RAF Mildenhall, England --
Two Airmen from the 352d Special Operations Aircraft Maintenance Squadron, 352d Special Operations Wing, based at RAF Mildenhall, England, took initiative when the DoD mandated the wearing of face masks and started using 3D printers to engineer face masks in an effort to combat the spread of Coronavirus.
U.S. Air Force Staff Sgt. Alex Bruce, a SOAMXS equipment custodian for the MC-130J Commando II and U.S. Air Force Senior Airman Carl Martin, a SOAMXS support technician have produced more than 100 masks for their squadron in the past month.
“I am constantly impressed by our airmen and their constant search for innovative solutions,” said Col. Michelle Estes, 352d Special Operations Maintenance Group commander. “This is just one example of how we empower our force to keep our force fit to fight through all contingencies.”
“The first week was a lot of trial and error to try and get not only the model tweaked just right, but also all of the settings on the printers,” Bruce said. “Once we hit our stride, we’ve been cranking them out.”
The masks are made from plastics commonly used in 3D printing and provide an additional layer of protection.
“The design of the mask has a seal, whereas the cloth mask doesn’t,” Martin said. “The nonwoven fabric we used for the filtration system works well and is a better alternative than the face cloth.”
Bruce and Martin initially found the mask blueprint online, from which they downloaded it and started refining for their needs.
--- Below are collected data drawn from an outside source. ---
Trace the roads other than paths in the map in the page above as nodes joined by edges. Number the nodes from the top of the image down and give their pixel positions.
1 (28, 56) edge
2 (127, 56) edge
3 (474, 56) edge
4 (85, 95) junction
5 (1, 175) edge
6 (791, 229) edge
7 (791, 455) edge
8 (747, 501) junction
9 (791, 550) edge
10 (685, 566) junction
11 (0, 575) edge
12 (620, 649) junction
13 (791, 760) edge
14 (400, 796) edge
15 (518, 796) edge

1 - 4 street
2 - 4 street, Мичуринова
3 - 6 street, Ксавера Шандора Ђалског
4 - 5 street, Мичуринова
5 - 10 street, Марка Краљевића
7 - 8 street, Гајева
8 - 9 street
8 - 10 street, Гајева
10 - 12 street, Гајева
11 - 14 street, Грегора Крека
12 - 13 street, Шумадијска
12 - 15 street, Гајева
One of the model’s advantages is the variety of filter materials which can be used.
“The beauty of the design is that you can change out the filter medium that is in them,” Bruce said. “You can use pieces of t-shirt material to give you a cloth mask and meet that requirement, or you can put better filter material in.”
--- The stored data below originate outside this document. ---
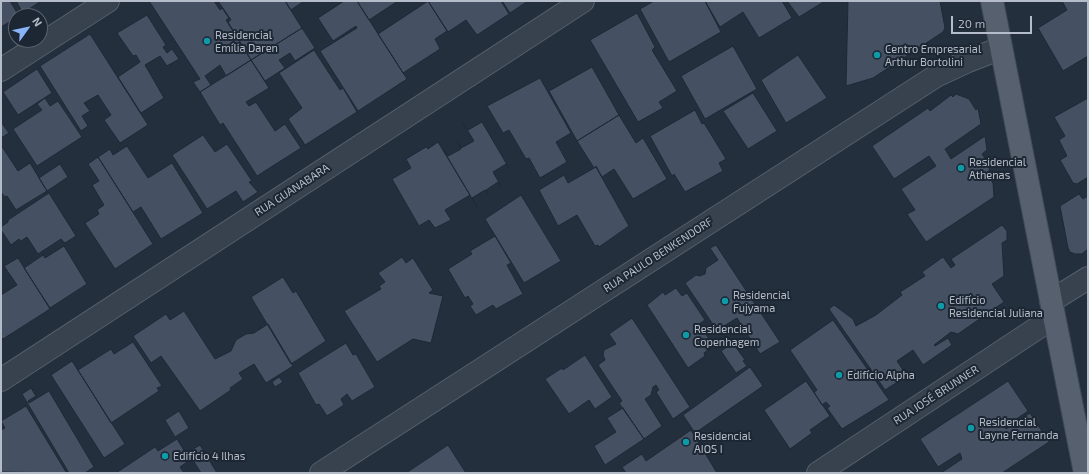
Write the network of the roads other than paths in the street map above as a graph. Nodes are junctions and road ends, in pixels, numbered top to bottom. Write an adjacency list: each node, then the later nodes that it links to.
1 (108, 1): 5 (street)
2 (583, 1): 8 (street, RUA GUANABARA)
3 (992, 1): 4 (main road)
4 (1001, 48): 7 (main road); 9 (street, RUA PAULO BENKENDORF)
5 (1, 70)
6 (1088, 278): 7 (street, RUA JOSÉ BRUNNER)
7 (1053, 309): 10 (street, RUA JOSÉ BRUNNER); 11 (main road)
8 (1, 380)
9 (321, 473)
10 (818, 473)
11 (1085, 473)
Bruce and Martin’s initial motivation for building 3D printed masks was to provide a more effective form of protection to the Airmen in their office.
“As the support section, our job is to check tools in and out to the flight-line maintainers. This requires our people to be in close contact with Airmen pretty much all day,” Bruce said. “We wanted to make sure our people had the best protection we could get for them. As our production capability ramped up, our scope has since expanded to try and outfit as much of the squadron as we can.”
The team attributes their success to the squadron’s innovation program, which provided the section’s 3D printers.
“The long-running innovation program that we have is really what positioned us to be able to jump into this when the need arose,” Bruce said.